[Collected data]
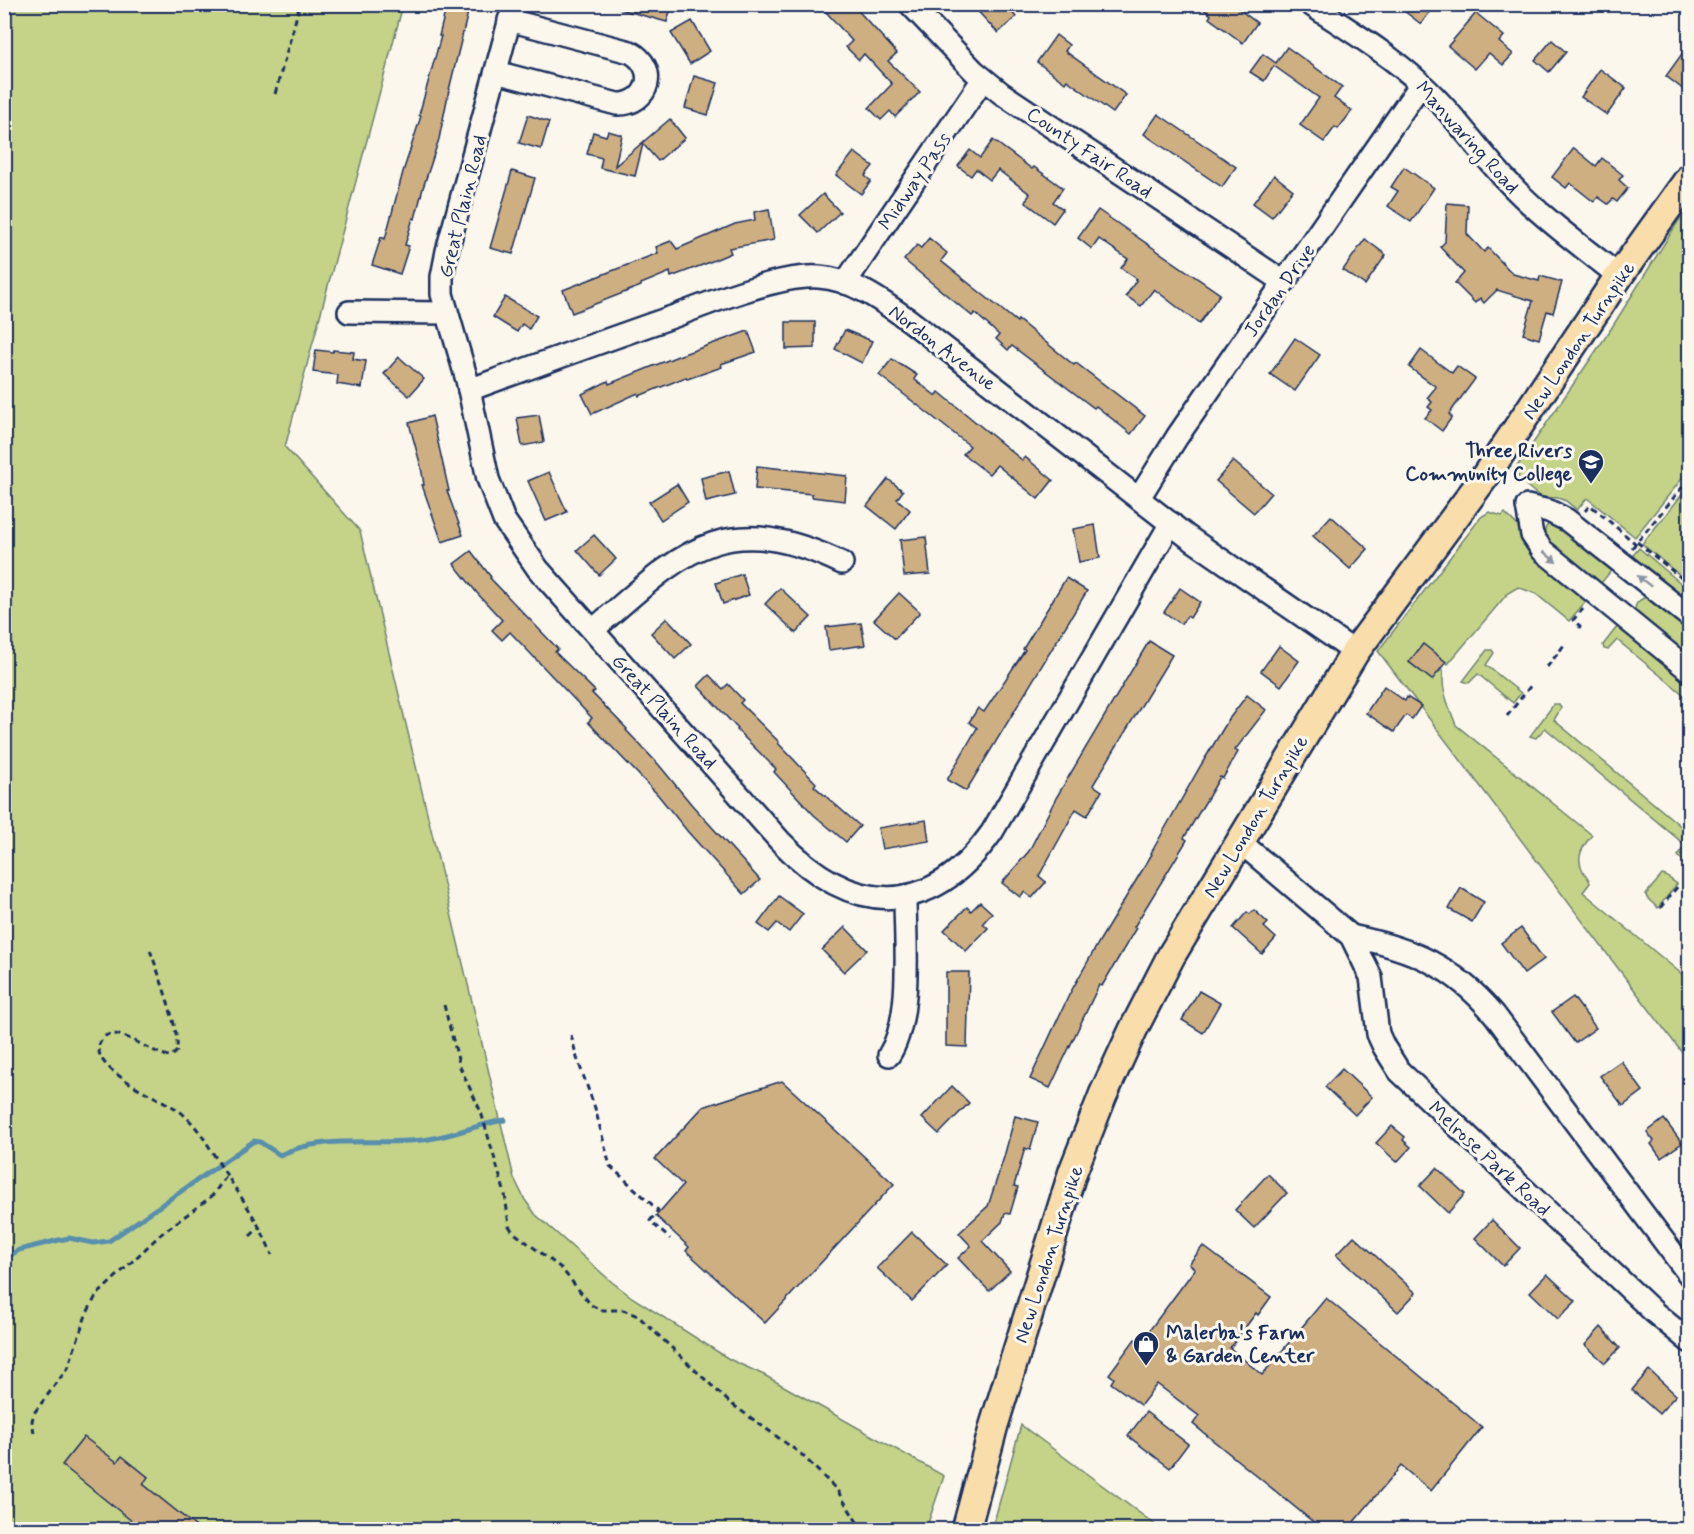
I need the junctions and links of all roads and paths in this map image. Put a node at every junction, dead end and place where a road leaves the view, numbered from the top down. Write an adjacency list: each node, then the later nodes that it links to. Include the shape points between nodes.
1 (300, 4): 8 (path)
2 (910, 4): 6 (street, County Fair Road)
3 (1310, 4): 7 (street, Manwaring Road, via 1378,49)
4 (512, 12): 5 (street, Great Plain Road); 5 (street, via 630,52 646,69 647,84 637,99 619,104)
5 (496, 72): 14 (street, Great Plain Road, via 444,263 442,291)
6 (983, 79): 11 (street, County Fair Road); 12 (street, Midway Pass)
7 (1421, 84): 10 (street, Manwaring Road, via 1523,197); 11 (street, Jordan Drive)
8 (275, 94)
9 (1689, 177): 10 (main road, New London Turnpike)
10 (1619, 276): 29 (main road, New London Turnpike, via 1486,476)
11 (1284, 282): 17 (street, Jordan Drive)
12 (845, 283): 15 (street, Nordon Avenue, via 812,276 769,285); 17 (street, Nordon Avenue, via 909,320)
13 (349, 312): 14 (street)
14 (447, 313): 15 (street, Great Plain Road)
15 (469, 390): 27 (street, Great Plain Road, via 485,469 504,520 534,564)
16 (1689, 478): 20 (path)
17 (1139, 498): 19 (street, Nordon Avenue)
18 (1581, 513): 20 (path, via 1590,505)
19 (1171, 523): 29 (street, Nordon Avenue); 36 (street, Great Plain Road, via 989,835 949,875)
20 (1637, 543): 21 (path); 23 (path)
21 (1628, 554)
22 (842, 563): 27 (street, via 779,541 746,537 722,541 675,561)
23 (1689, 585)
24 (1584, 607): 26 (path, via 1573,620)
25 (1689, 617): 31 (street, one-way to 31, via 1567,520 1527,506 1532,535 1542,550)
26 (1579, 628)
27 (592, 630): 36 (street, Great Plain Road, via 805,865 853,893 875,898)
28 (1565, 644): 30 (path)
29 (1355, 652): 34 (main road, New London Turnpike)
30 (1547, 667)
31 (1689, 671)
32 (1532, 684): 33 (path)
33 (1507, 716)
34 (1239, 841): 38 (street, Melrose Park Road); 52 (main road, New London Turnpike, via 1171,956 1133,1030 1073,1171 994,1425)
35 (1678, 886): 37 (path)
36 (905, 896): 42 (street, via 904,1011)
37 (1660, 908)
38 (1351, 936): 48 (street, Melrose Park Road, via 1412,952 1445,969 1475,992); 49 (street, Melrose Park Road, via 1371,977 1378,1034 1399,1071)
39 (150, 950): 43 (path, via 177,1052 164,1055 112,1033 100,1042 99,1056 112,1072 187,1117)
40 (444, 1005): 51 (path, via 460,1067 481,1112 505,1194 507,1223 513,1232 561,1268 591,1305 638,1316 729,1402 801,1454 837,1490)
41 (571, 1035): 46 (path, via 596,1108 610,1166 658,1210 650,1221)
42 (889, 1055)
43 (227, 1175): 44 (path); 50 (path, via 212,1196 161,1234 96,1296 66,1371 34,1413)
44 (260, 1227): 45 (path); 47 (path)
45 (250, 1236)
46 (670, 1239)
47 (272, 1255)
48 (1689, 1276)
49 (1689, 1342)
50 (34, 1433)
51 (862, 1530)
52 (966, 1530)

[EXERCISE DESCRIPTION]
Every line above that holds the word "Jordan" needs to be copied.

[ANSWER FOR THE TASK]
7 (1421, 84): 10 (street, Manwaring Road, via 1523,197); 11 (street, Jordan Drive)
11 (1284, 282): 17 (street, Jordan Drive)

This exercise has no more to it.